◆ **Task details**:
From the line containing "Road topology of" onward to the last line of the data below, copy each line exactly and add nothing.

◆ **The records**:
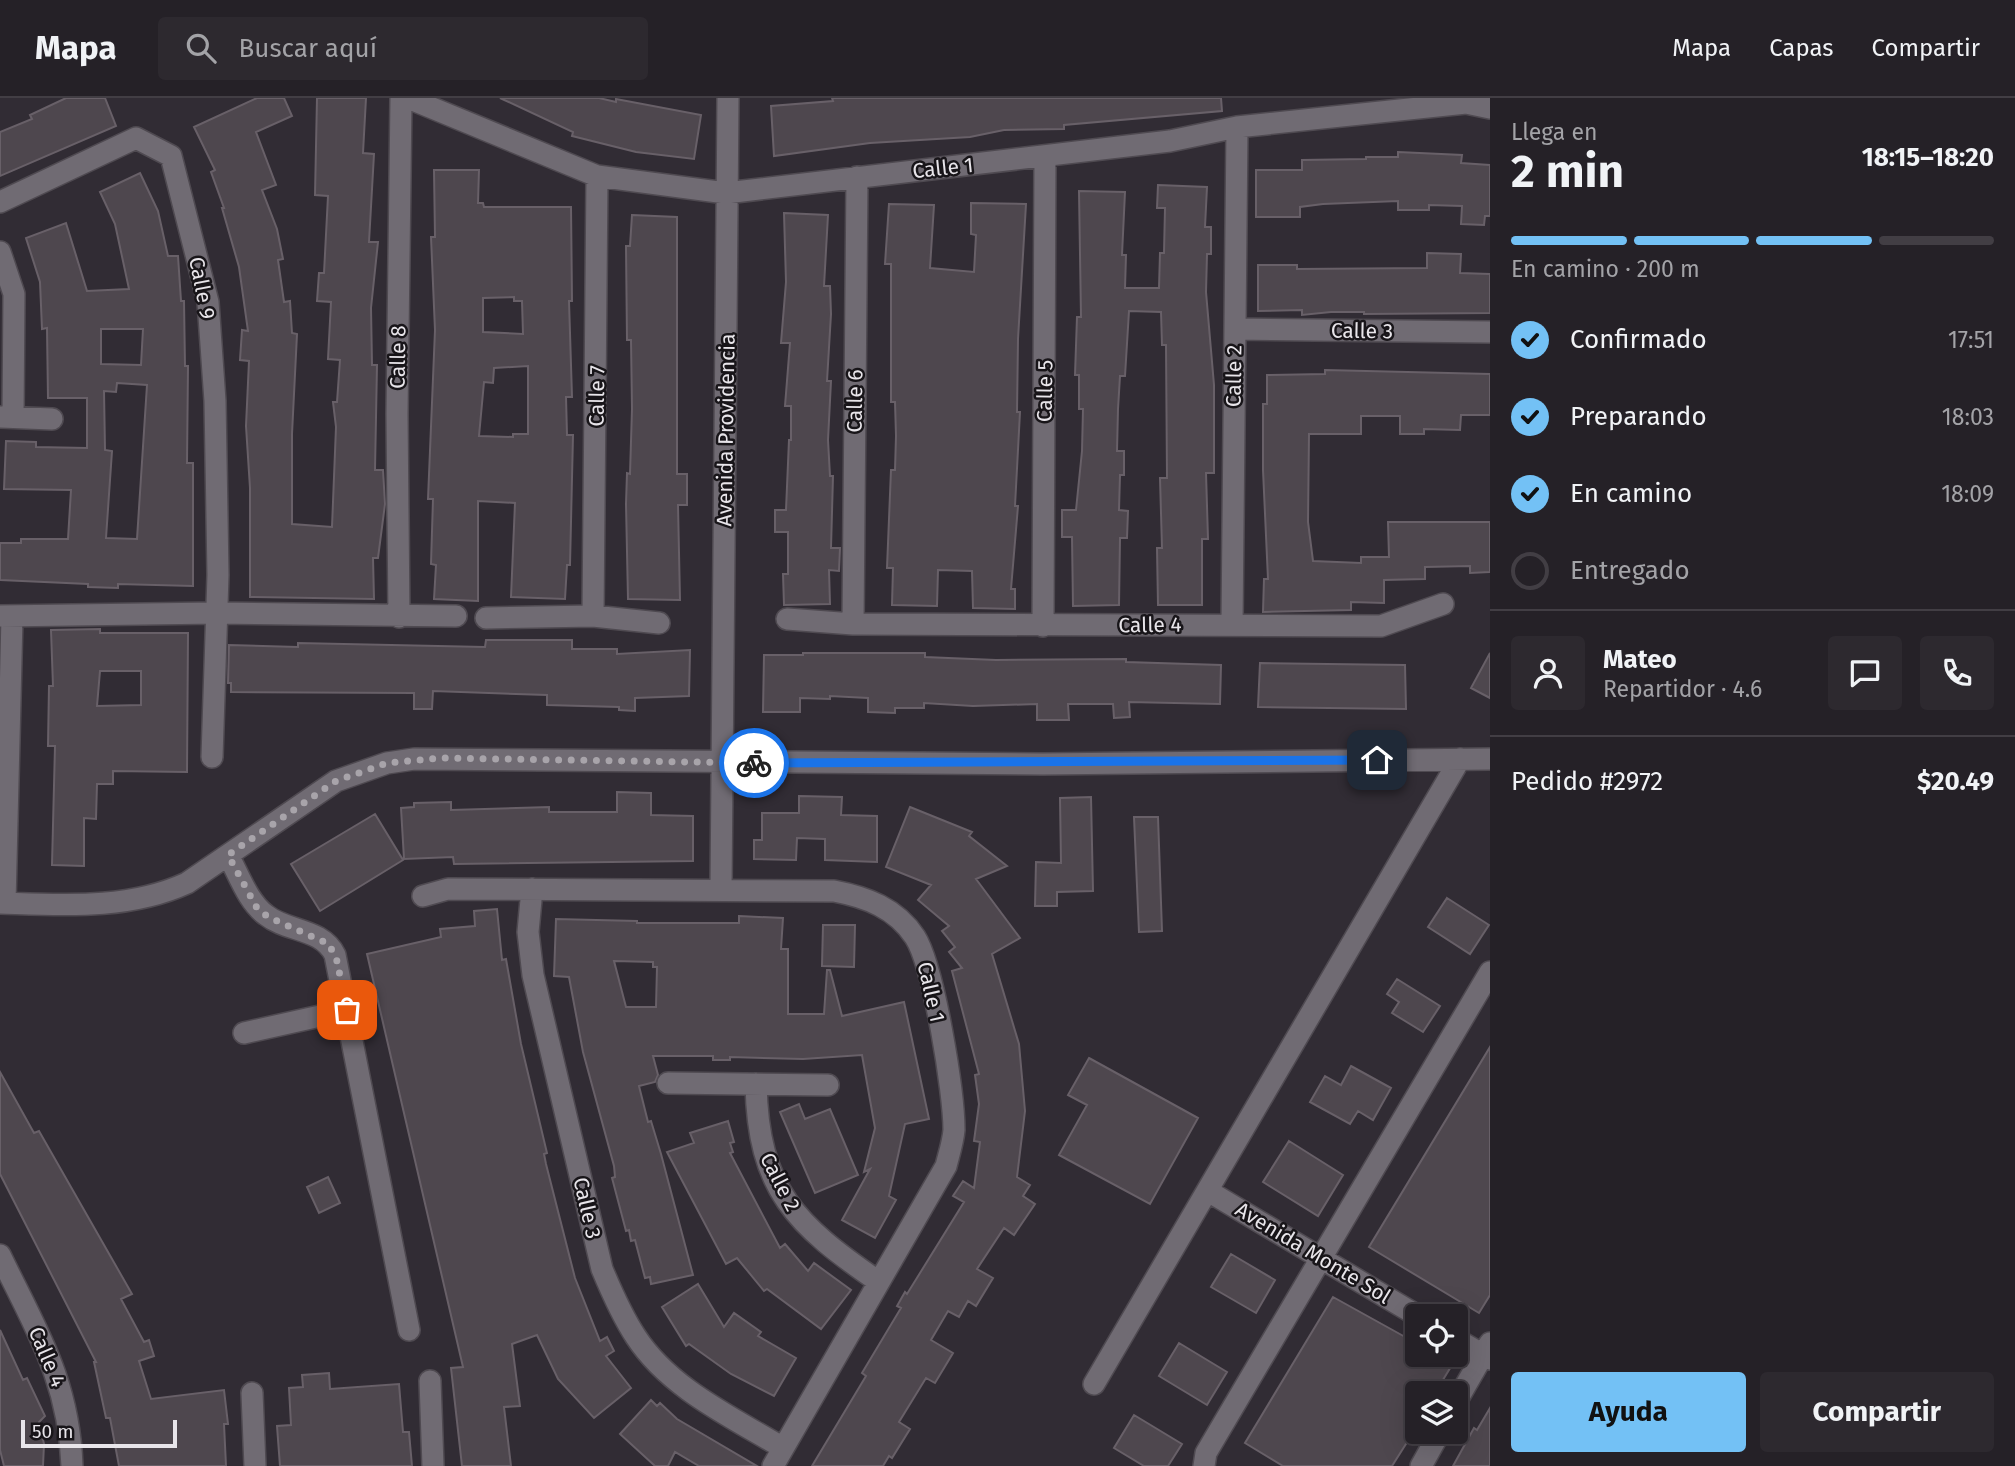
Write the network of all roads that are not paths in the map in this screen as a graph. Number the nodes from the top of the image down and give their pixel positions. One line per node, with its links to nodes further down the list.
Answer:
1 (401, 98): 21 (street, Calle 8)
2 (408, 98): 7 (street, Calle 1)
3 (729, 98): 9 (street, Avenida Providencia)
4 (1490, 108): 5 (street, Calle 1)
5 (1237, 127): 6 (street, Calle 1); 12 (street, Calle 2)
6 (1045, 157): 8 (street, Calle 1); 27 (street, Calle 5)
7 (597, 176): 9 (street, Calle 1); 19 (street, Calle 7)
8 (857, 177): 9 (street, Calle 1); 25 (street, Calle 6)
9 (726, 193): 31 (street, Avenida Providencia)
10 (0, 202): 17 (street, Calle 9)
11 (0, 252): 14 (street)
12 (1235, 330): 13 (street, Calle 3); 26 (street, Calle 2)
13 (1490, 332)
14 (6, 417): 15 (street)
15 (52, 419)
16 (1443, 604): 26 (street, Calle 4)
17 (216, 613): 20 (street); 21 (street); 28 (street, Calle 9)
18 (456, 616): 21 (street)
19 (593, 616): 22 (street); 24 (street)
20 (6, 617): 36 (street)
21 (399, 617)
22 (486, 618)
23 (787, 619): 25 (street, Calle 4)
24 (659, 623)
25 (853, 624): 27 (street, Calle 4)
26 (1231, 624): 27 (street, Calle 4)
27 (1043, 626)
28 (212, 757)
29 (1460, 759): 30 (street); 31 (street); 43 (street)
30 (1490, 759)
31 (723, 763): 32 (street); 33 (street, Avenida Providencia)
32 (228, 855): 36 (street); 38 (street)
33 (721, 889): 34 (street, Calle 1); 46 (street, Calle 1)
34 (532, 890): 35 (street, Calle 1); 56 (street, Calle 3)
35 (423, 895)
36 (3, 903)
37 (1490, 972): 45 (street)
38 (347, 1010): 39 (street); 48 (street)
39 (244, 1033)
40 (668, 1083): 41 (street)
41 (756, 1084): 42 (street); 46 (street, Calle 2)
42 (828, 1085)
43 (1208, 1191): 45 (street, Avenida Monte Sol); 53 (street)
44 (0, 1255): 57 (street, Calle 4)
45 (1320, 1258): 47 (street, Avenida Monte Sol); 60 (street)
46 (879, 1282): 56 (street, Calle 1)
47 (1405, 1308)
48 (409, 1330)
49 (1468, 1344): 50 (street)
50 (1487, 1352): 52 (street)
51 (430, 1381): 59 (street)
52 (1468, 1383)
53 (1094, 1384)
54 (252, 1393): 58 (street)
55 (1433, 1444): 61 (street)
56 (778, 1457)
57 (72, 1466)
58 (255, 1466)
59 (433, 1466)
60 (1204, 1466)
61 (1421, 1466)

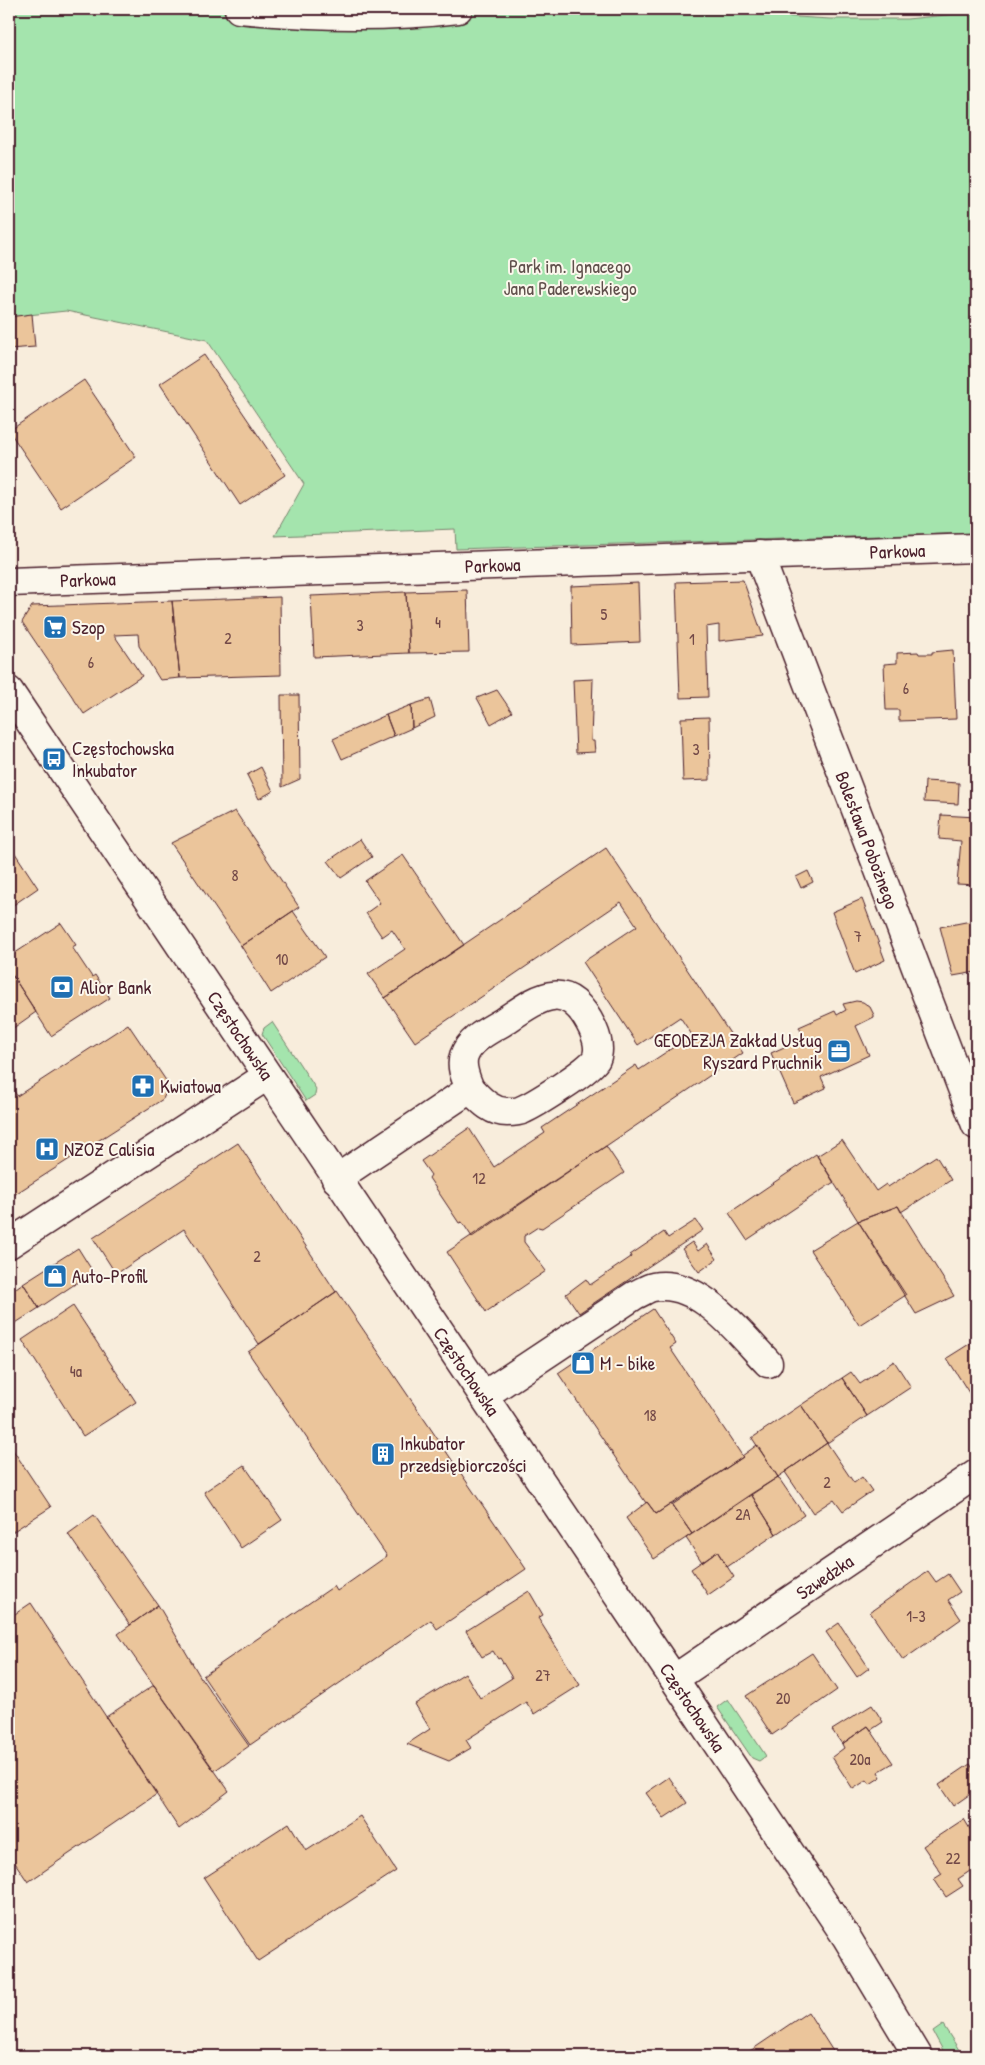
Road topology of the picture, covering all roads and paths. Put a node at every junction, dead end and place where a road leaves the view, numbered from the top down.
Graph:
1 (239, 9) edge
2 (458, 9) edge
3 (976, 548) edge
4 (759, 555) junction
5 (9, 582) edge
6 (9, 691) edge
7 (267, 1076) junction
8 (470, 1089) junction
9 (976, 1125) edge
10 (336, 1179) junction
11 (9, 1244) edge
12 (768, 1363) dead end
13 (483, 1396) junction
14 (976, 1474) edge
15 (674, 1679) junction
16 (918, 2056) edge

1 - 2 street
3 - 4 street, Parkowa
4 - 5 street, Parkowa
4 - 9 street, Bolesława Pobożnego
6 - 7 street, Częstochowska
7 - 10 street, Częstochowska
7 - 11 street
8 - 8 street
8 - 10 street
10 - 13 street, Częstochowska
12 - 13 street
13 - 15 street, Częstochowska
14 - 15 street, Szwedzka
15 - 16 street, Częstochowska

◆ **Answer to the exercise**:
Road topology of the picture, covering all roads and paths. Put a node at every junction, dead end and place where a road leaves the view, numbered from the top down.
Graph:
1 (239, 9) edge
2 (458, 9) edge
3 (976, 548) edge
4 (759, 555) junction
5 (9, 582) edge
6 (9, 691) edge
7 (267, 1076) junction
8 (470, 1089) junction
9 (976, 1125) edge
10 (336, 1179) junction
11 (9, 1244) edge
12 (768, 1363) dead end
13 (483, 1396) junction
14 (976, 1474) edge
15 (674, 1679) junction
16 (918, 2056) edge

1 - 2 street
3 - 4 street, Parkowa
4 - 5 street, Parkowa
4 - 9 street, Bolesława Pobożnego
6 - 7 street, Częstochowska
7 - 10 street, Częstochowska
7 - 11 street
8 - 8 street
8 - 10 street
10 - 13 street, Częstochowska
12 - 13 street
13 - 15 street, Częstochowska
14 - 15 street, Szwedzka
15 - 16 street, Częstochowska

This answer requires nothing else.